The government has opted for a tax on the maximum take-off weight, penalising larger aircraft, which, Evofenedex pointed out, hits particularly hard newer and cleaner aircraft.

The group also pointed out that the tax would lead to “leakage” and therefore not the revenue the government was hoping for.

“The tax alone will kill the air freight facilities at Maastricht Airport,” said chairman Steven Lak.

“In addition, the council of state has already expressed great concern about the leakage effect of cargo flights to foreign airports as a result of this measure and its impact on our business climate and prosperity.

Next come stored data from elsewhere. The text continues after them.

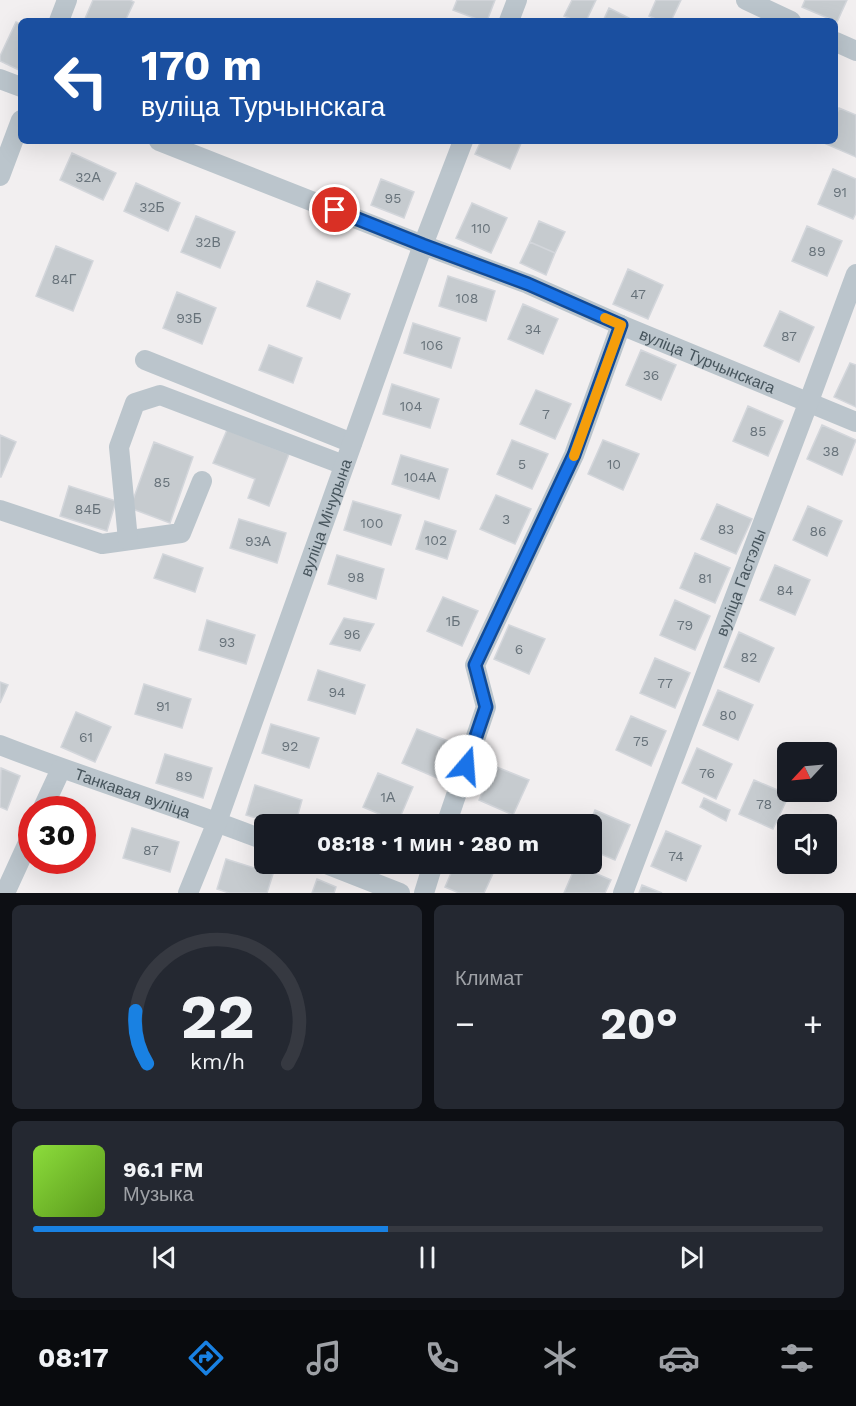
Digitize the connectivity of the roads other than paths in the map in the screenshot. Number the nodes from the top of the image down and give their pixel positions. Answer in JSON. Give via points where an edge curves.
{"nodes":[{"id":1,"x":67,"y":0,"type":"edge"},
{"id":2,"x":517,"y":0,"type":"edge"},
{"id":3,"x":746,"y":0,"type":"edge"},
{"id":4,"x":60,"y":18,"type":"edge"},
{"id":5,"x":510,"y":18,"type":"edge"},
{"id":6,"x":785,"y":18,"type":"edge"},
{"id":7,"x":838,"y":43,"type":"edge"},
{"id":8,"x":856,"y":51,"type":"edge"},
{"id":9,"x":0,"y":79,"type":"edge"},
{"id":10,"x":18,"y":86,"type":"edge"},
{"id":11,"x":18,"y":128,"type":"edge"},
{"id":12,"x":167,"y":144,"type":"edge"},
{"id":13,"x":462,"y":144,"type":"edge"},
{"id":14,"x":0,"y":176,"type":"edge"},
{"id":15,"x":423,"y":245,"type":"junction"},
{"id":16,"x":856,"y":274,"type":"edge"},
{"id":17,"x":621,"y":325,"type":"junction"},
{"id":18,"x":145,"y":360,"type":"dead end"},
{"id":19,"x":809,"y":401,"type":"junction"},
{"id":20,"x":856,"y":422,"type":"edge"},
{"id":21,"x":352,"y":443,"type":"junction"},
{"id":22,"x":344,"y":465,"type":"junction"},
{"id":23,"x":202,"y":481,"type":"dead end"},
{"id":24,"x":0,"y":510,"type":"edge"},
{"id":25,"x":128,"y":540,"type":"junction"},
{"id":26,"x":0,"y":745,"type":"edge"},
{"id":27,"x":61,"y":769,"type":"junction"},
{"id":28,"x":48,"y":796,"type":"edge"},
{"id":29,"x":451,"y":814,"type":"edge"},
{"id":30,"x":217,"y":822,"type":"junction"},
{"id":31,"x":254,"y":836,"type":"edge"},
{"id":32,"x":18,"y":865,"type":"edge"},
{"id":33,"x":352,"y":874,"type":"edge"},
{"id":34,"x":431,"y":874,"type":"edge"},
{"id":35,"x":5,"y":893,"type":"edge"},
{"id":36,"x":188,"y":893,"type":"edge"},
{"id":37,"x":400,"y":893,"type":"edge"},
{"id":38,"x":424,"y":893,"type":"edge"},
{"id":39,"x":623,"y":893,"type":"edge"}],
"edges":[{"from":1,"to":4,"type":"street"},
{"from":2,"to":5,"type":"street"},
{"from":3,"to":6,"type":"street"},
{"from":7,"to":8,"type":"street"},
{"from":9,"to":10,"type":"street"},
{"from":11,"to":14,"type":"street"},
{"from":12,"to":15,"type":"street","name":"вуліца Турчынскага"},
{"from":13,"to":15,"type":"street","name":"вуліца Мічурына"},
{"from":15,"to":17,"type":"street","name":"вуліца Турчынскага","via":[[528,284]]},
{"from":15,"to":21,"type":"street","name":"вуліца Мічурына"},
{"from":16,"to":19,"type":"street","name":"вуліца Гастэлы"},
{"from":17,"to":19,"type":"street","name":"вуліца Турчынскага"},
{"from":17,"to":29,"type":"street","via":[[574,455],[475,665],[486,707]]},
{"from":18,"to":21,"type":"street"},
{"from":19,"to":20,"type":"street","name":"вуліца Турчынскага"},
{"from":19,"to":39,"type":"street","name":"вуліца Гастэлы"},
{"from":21,"to":22,"type":"street","name":"вуліца Мічурына"},
{"from":22,"to":25,"type":"street","via":[[160,395],[135,403],[119,447]]},
{"from":22,"to":30,"type":"street","name":"вуліца Мічурына"},
{"from":23,"to":25,"type":"street","via":[[181,533]]},
{"from":24,"to":25,"type":"street","via":[[102,544]]},
{"from":26,"to":27,"type":"street","name":"Танкавая вуліца"},
{"from":27,"to":28,"type":"street"},
{"from":27,"to":30,"type":"street","name":"Танкавая вуліца"},
{"from":30,"to":31,"type":"street","name":"Танкавая вуліца"},
{"from":30,"to":36,"type":"street","name":"вуліца Мічурына"},
{"from":32,"to":35,"type":"street"},
{"from":33,"to":37,"type":"street"},
{"from":34,"to":38,"type":"street"}]}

“The spread of the coronavirus forces the aviation sector to cancel many flights. As a result, we are now close to a knockout for a large part of the air cargo facilities in the Netherlands. ”

The Dutch government is expecting to raise some €200m ($227m) through the tax, which is designed, claims Evofenedex, to close a budget gap, rather than helping make aviation more sustainable. Cargo’s portion will be €12m.

“Due to the levy, many cargo flights will be relocated abroad, where there is no levy on freight aircraft. Because the total revenue is based on the number of flights with freight aircraft in the Netherlands, and the leakage effect is not taken into account, the revenue for the treasury will simply be lower,” said the association.

Evofenedex is arguing instead for a European variant of the tax, under the Green Deal.

“The EU variant maintains a level playing field, stimulates innovation and does make air freight more sustainable. And that is smarter,” said Mr Lak.

“We don’t get it. The levy slows the sustainability of air freight shipments, possibly curbs the air freight market and provides the government with less financial means than it thinks. This should therefore be smarter.”

Evofenedex joins Air Cargo Netherlands and IATA in lobbying against the proposal.